- What you should do
Locate each line below that includes "Sutomo" and reproduce it.

+++ Extracted entries +++

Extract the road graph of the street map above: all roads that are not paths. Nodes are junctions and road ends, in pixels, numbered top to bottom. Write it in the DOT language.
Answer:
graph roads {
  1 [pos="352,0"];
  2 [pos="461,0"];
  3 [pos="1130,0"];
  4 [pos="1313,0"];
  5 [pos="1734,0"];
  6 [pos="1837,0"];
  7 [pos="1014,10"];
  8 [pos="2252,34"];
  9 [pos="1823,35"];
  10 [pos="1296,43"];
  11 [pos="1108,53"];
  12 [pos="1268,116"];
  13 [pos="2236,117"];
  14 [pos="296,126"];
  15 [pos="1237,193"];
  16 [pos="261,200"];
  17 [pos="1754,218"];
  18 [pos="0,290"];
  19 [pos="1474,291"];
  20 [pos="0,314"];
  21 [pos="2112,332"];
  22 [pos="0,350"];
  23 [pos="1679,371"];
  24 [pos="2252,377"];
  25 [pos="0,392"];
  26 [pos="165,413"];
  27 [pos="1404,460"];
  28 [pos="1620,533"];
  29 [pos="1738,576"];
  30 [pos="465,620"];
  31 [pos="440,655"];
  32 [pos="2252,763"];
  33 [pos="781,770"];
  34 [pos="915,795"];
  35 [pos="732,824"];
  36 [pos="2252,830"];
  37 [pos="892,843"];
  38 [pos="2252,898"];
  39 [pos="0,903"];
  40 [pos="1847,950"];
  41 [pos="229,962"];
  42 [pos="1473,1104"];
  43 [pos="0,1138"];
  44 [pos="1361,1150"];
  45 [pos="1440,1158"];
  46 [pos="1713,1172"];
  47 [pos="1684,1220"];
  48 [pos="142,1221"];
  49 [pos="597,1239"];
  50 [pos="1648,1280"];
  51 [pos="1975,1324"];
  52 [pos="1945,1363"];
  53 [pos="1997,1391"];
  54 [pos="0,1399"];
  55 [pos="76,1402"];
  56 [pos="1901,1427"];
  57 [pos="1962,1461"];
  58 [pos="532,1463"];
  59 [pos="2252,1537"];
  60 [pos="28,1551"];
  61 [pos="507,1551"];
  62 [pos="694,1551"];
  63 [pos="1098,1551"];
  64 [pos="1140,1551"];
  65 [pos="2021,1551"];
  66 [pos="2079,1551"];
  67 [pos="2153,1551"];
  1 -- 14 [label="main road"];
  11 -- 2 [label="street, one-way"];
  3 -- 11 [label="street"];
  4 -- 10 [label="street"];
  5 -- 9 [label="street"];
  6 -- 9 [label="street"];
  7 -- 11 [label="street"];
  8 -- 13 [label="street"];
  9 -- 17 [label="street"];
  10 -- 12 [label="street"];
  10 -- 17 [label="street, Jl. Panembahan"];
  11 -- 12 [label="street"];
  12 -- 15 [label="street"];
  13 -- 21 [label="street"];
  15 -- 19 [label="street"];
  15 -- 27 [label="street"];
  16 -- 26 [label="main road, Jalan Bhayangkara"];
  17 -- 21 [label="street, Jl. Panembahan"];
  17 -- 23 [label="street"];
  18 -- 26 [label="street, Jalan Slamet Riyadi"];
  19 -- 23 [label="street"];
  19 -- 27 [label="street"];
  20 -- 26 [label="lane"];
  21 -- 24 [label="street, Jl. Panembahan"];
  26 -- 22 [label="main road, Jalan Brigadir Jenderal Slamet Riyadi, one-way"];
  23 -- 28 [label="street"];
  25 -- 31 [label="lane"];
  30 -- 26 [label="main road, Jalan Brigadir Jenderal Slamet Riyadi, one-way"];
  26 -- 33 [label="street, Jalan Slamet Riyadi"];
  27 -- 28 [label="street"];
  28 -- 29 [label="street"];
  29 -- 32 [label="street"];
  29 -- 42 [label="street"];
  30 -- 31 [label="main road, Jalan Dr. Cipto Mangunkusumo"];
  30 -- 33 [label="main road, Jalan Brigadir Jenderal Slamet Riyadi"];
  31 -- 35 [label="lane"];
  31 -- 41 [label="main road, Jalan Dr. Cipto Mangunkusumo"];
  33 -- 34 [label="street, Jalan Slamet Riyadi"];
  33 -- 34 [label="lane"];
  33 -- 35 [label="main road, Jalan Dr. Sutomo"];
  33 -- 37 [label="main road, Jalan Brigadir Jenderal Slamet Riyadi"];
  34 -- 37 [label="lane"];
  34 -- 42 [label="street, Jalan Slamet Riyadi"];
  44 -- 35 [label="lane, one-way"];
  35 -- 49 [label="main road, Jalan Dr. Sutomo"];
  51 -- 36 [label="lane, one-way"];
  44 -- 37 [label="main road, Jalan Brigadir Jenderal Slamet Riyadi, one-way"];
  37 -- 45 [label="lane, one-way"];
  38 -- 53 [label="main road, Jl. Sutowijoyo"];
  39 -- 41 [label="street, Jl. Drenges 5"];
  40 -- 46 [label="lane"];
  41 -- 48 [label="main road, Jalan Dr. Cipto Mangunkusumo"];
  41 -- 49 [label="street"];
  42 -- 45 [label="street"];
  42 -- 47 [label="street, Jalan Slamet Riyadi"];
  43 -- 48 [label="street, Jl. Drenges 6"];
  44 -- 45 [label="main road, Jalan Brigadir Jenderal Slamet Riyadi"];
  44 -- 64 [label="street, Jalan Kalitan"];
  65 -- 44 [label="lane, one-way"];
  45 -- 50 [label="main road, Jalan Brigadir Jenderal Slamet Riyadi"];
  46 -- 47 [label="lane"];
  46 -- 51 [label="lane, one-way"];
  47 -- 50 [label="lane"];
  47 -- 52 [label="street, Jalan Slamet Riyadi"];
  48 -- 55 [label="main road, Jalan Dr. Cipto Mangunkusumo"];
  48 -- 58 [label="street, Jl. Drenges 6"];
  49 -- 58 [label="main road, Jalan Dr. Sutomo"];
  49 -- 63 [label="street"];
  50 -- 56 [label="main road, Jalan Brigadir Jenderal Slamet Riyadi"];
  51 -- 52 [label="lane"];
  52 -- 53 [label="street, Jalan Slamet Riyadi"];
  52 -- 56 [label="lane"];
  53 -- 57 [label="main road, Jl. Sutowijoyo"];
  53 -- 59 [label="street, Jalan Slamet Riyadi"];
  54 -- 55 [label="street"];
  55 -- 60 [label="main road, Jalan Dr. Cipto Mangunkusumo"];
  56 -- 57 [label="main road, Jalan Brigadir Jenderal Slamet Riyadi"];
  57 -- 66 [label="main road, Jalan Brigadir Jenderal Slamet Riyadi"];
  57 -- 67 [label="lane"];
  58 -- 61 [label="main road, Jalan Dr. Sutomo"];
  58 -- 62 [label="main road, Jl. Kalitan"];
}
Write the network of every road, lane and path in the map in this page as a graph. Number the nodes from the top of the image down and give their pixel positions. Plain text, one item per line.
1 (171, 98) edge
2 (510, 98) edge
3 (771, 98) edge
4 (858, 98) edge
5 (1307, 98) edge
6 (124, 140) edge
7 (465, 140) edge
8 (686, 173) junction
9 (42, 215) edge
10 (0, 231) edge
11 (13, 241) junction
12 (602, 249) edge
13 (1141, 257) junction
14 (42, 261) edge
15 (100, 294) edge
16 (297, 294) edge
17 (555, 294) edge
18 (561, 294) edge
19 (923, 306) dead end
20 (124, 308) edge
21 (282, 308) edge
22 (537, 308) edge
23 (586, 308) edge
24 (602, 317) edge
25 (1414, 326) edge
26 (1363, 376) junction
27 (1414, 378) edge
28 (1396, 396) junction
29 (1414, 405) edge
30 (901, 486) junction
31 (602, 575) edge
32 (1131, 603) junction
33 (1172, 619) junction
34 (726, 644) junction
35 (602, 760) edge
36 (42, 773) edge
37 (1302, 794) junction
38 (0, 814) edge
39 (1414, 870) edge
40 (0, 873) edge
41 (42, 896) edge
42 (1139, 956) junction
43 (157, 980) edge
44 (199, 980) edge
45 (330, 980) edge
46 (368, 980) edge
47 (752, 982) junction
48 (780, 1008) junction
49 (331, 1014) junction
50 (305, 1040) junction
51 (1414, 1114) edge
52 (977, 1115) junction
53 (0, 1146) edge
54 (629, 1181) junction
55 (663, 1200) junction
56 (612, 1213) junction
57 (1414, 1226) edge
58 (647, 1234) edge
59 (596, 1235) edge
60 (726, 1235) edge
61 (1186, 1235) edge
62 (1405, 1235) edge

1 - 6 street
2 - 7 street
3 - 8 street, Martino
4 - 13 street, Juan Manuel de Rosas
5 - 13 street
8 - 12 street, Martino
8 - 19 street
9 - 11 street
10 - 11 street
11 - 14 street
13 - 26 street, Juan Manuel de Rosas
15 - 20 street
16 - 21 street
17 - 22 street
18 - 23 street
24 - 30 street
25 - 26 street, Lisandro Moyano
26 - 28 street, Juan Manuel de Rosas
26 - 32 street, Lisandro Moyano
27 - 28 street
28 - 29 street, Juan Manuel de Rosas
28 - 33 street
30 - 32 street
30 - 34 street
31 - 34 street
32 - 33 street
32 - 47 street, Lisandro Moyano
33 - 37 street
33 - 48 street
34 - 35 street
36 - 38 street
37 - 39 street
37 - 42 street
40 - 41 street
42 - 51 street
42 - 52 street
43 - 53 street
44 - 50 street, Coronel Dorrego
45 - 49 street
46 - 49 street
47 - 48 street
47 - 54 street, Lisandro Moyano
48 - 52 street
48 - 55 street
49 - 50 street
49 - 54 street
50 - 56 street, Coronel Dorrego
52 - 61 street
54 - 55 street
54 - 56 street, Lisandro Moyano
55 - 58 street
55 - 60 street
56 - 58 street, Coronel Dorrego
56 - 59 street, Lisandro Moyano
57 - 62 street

+++

- The completed task
  33 -- 35 [label="main road, Jalan Dr. Sutomo"];
  35 -- 49 [label="main road, Jalan Dr. Sutomo"];
  49 -- 58 [label="main road, Jalan Dr. Sutomo"];
  58 -- 61 [label="main road, Jalan Dr. Sutomo"];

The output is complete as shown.